Can you imagine what my house looked like at this point??? I had boxes of spices and cups sitting all over my dining room, and since I needed Matt's help to move some of the shelves in the cupboards, my kitchen was pretty torn apart while I waited. It was more organized than it had been in a long time, with a more efficient plan that it had ever housed before, but my kitchen was truly upside-down. What is it that can carry us through to the end of an organizational project other than the anticipation that once we're done it will be worth all the mess and all the temporary insanity? I was afraid to put anything away temporarily because that felt too much like a step back, ergo the box of spices still sitting on a chair.

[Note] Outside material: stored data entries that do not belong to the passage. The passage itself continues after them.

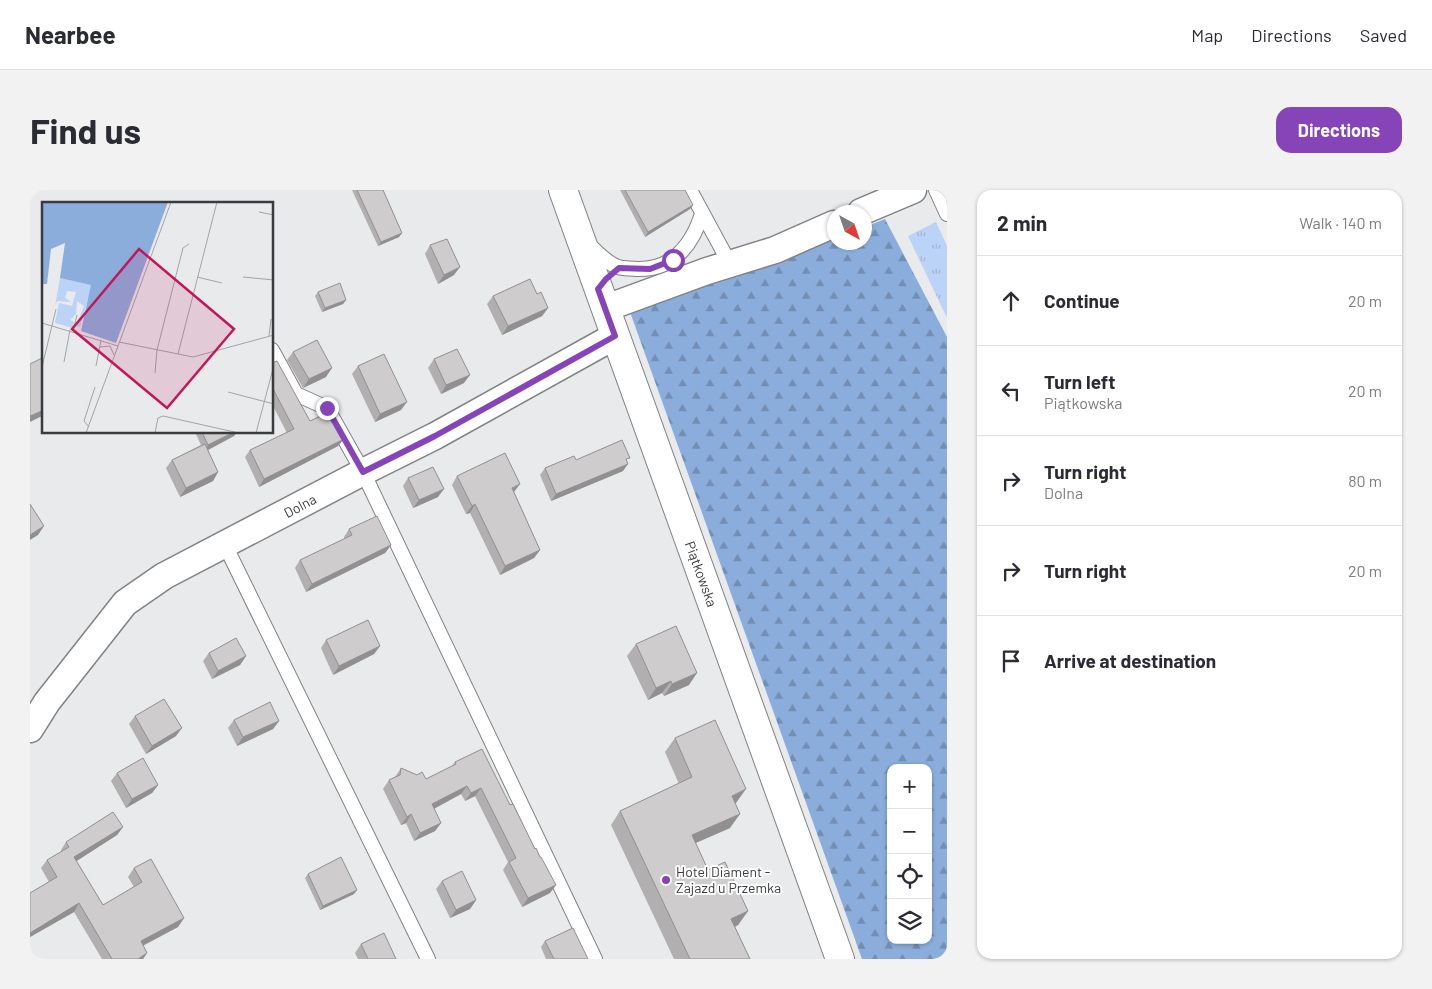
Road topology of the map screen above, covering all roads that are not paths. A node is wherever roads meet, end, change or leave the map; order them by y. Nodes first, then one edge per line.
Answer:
1 (563, 190) edge
2 (690, 190) edge
3 (913, 190) edge
4 (936, 190) edge
5 (872, 207) edge
6 (702, 214) junction
7 (947, 214) edge
8 (827, 227) edge
9 (580, 237) junction
10 (730, 264) junction
11 (619, 268) junction
12 (602, 299) junction
13 (615, 336) junction
14 (274, 354) edge
15 (363, 472) junction
16 (225, 545) junction
17 (30, 729) edge
18 (428, 959) edge
19 (595, 959) edge
20 (840, 959) edge

1 - 9 main road, Piątkowska
2 - 6 lane
3 - 5 street
4 - 7 lane
6 - 10 lane
6 - 11 lane
8 - 10 street
9 - 11 lane
9 - 12 main road, Piątkowska
10 - 12 street
11 - 12 lane
12 - 13 main road, Piątkowska
13 - 15 street, Dolna
13 - 20 main road, Piątkowska
14 - 15 lane
15 - 16 street, Dolna
15 - 19 lane
16 - 17 street, Dolna
16 - 18 lane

In any event, we ploughed through to near-completion. My mom happened to have a spare antique sideboard kicking around (not many people can say that, hey?) that she is lending us for as long as we need it. I got a HomeSense gift card for Christmas that I used to buy a gorgeous metal fruit bowl with leather handles, panels for our living room window and a runner for the side board. Our large IKEA bookcase has been relocated downstairs (it was right behind our table in the dining room) and the sideboard now houses our tea and hot drinks collection, my Sophie Conran dishes, and all of our table cloths/napkins/placemats, while our Tassimo is set up on top, ready to go for anyone who pops by for a cup of coffee. This cleared up a lot of counter and cupboard space in our kitchen, which is very near perfect at this point. In the next couple of weeks we will embark on the pantry reno, which will be made to meet my every whim (pull-out shelves, hanging baskets, labeled jars? The possibilities are endless!) And when that is all done, I will have a general baking/cooking pantry in the kitchen right next to the stove that will house all of my base ingredients, and all canned goods, boxed goods and generally bulky pantry staples will be housed in our pantry closet which will live between the kitchen and the dining room.
Original anticipated cost of pantry/china cabinet reorganization: $700 (new sideboard, new china cabinet, custom pantry construction)
Cost to date: $40 HomeSense giftcard
Not bad, if I do say so myself! I'll post pictures when the job is done and my house is right-side-up again!